In sum, while there is significant and substantial evidence supporting all elements of plaintiff's Title II, ADA claims against defendants, plaintiff has not met his burden of establishing that there is no genuine issue of fact as to whether defendants knew plaintiff's being forced to shower in the "U" dorm shower was substantially likely to result in a violation of Title II and they were at least deliberately indifferent to that likelihood. Therefore, the court will recommend that plaintiff's motion for summary judgment be denied.
The court notes that there are several defendants still remaining in this action, other than CDCR and the State of California, sued in their official capacities as employees of CDCR. It is not clear why that is, as a suit against an employee acting in his/her official capacity is the same as a suit against the public entity/employer. Herietta D. v. Bloomberg, 331 F.3d 261, 288 (2nd Cir. 2003). Because there does not appear to be any cause to have any defendant sued in his/her official capacity remain as a defendant in this action, the court will recommend that all defendants other than CDCR and the State of California be dismissed.
Also, the court notes that defendants have requested that the court take judicial notice of the "Armstrong Amended Remedial Plan" they attach to their opposition. However, the court takes judicial notice of facts, not documents, Fed. R. Evid. 201, and defendants fail to assert which facts from the "Remedial Plan" or associated with the "Plan" they would like the court to notice. Therefore, their request will be denied.
Finally, the court notes that the deadline for filing pretrial motions in this matter is January 23, 2012. At the hearing on plaintiff's motion for summary judgment, defendants indicated they might file their own motion for summary judgment before the deadline. Because the district court's ruling on plaintiff's motion for summary judgment will determine to some degree what issues should be raised in defendants' motion, the deadline for filing defendants' motion will be extended to twenty days following the district court judge's resolution of plaintiff's motion.
Accordingly, IT IS HEREBY ORDERED that:
1. Defendants' request that the court take judicial notice of the "Armstrong Amended Remedial Plan" is denied.
2. Defendants are granted until twenty days from the district court judge's resolution of plaintiff's motion for summary judgment to file their own motion for summary judgment.
IT IS HEREBY RECOMMENDED that:
1. All defendants other than the California Department of Corrections and Rehabilitation and the State of California be dismissed.
2. Plaintiff's July 15, 2011 motion for summary judgment be denied.
These findings and recommendations are submitted to the United States District Judge assigned to the case, pursuant to the provisions of 28 U.S.C. § 636(b)(l).

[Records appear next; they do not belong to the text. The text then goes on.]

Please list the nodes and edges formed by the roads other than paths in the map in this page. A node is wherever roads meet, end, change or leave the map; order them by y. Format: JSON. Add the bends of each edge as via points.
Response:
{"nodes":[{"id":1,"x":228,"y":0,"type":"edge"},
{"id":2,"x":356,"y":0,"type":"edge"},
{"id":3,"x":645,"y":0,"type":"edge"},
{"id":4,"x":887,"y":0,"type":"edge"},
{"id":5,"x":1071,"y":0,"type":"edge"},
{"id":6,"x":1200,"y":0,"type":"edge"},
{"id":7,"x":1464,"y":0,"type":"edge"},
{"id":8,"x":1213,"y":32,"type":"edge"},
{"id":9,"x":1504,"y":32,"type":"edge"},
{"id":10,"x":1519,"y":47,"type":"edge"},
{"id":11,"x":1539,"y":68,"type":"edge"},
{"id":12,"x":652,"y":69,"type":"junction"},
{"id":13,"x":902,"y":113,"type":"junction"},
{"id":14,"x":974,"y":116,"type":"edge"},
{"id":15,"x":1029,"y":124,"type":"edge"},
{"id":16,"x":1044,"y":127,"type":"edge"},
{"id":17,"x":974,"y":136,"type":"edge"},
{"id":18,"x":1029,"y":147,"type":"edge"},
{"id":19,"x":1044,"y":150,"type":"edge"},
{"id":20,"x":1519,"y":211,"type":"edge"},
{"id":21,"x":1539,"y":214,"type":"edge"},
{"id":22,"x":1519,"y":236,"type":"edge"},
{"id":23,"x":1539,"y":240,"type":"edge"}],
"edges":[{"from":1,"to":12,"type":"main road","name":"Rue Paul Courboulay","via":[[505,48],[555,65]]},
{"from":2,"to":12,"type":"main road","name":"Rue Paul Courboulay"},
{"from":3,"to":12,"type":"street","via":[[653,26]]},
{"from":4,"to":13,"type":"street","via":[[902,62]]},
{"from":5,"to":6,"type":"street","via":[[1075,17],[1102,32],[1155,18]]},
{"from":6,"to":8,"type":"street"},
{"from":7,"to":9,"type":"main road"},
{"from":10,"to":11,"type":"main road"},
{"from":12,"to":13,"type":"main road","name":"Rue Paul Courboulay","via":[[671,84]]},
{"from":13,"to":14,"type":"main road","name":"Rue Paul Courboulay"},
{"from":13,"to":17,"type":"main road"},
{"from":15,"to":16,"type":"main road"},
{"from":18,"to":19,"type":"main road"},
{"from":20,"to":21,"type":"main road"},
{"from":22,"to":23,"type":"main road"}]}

Within twenty-one days after being served with these findings and recommendations, any party may file written objections with the court and serve a copy on all parties. Such a document should be captioned "Objections to Magistrate Judge's Findings and Recommendations." Any reply to the objections shall be served and filed within fourteen days after service of the objections. The parties are advised that failure to file objections within the specified time may waive the right to appeal the District Court's order. Martinez v. Ylst, 951 F.2d 1153 (9th Cir. 1991).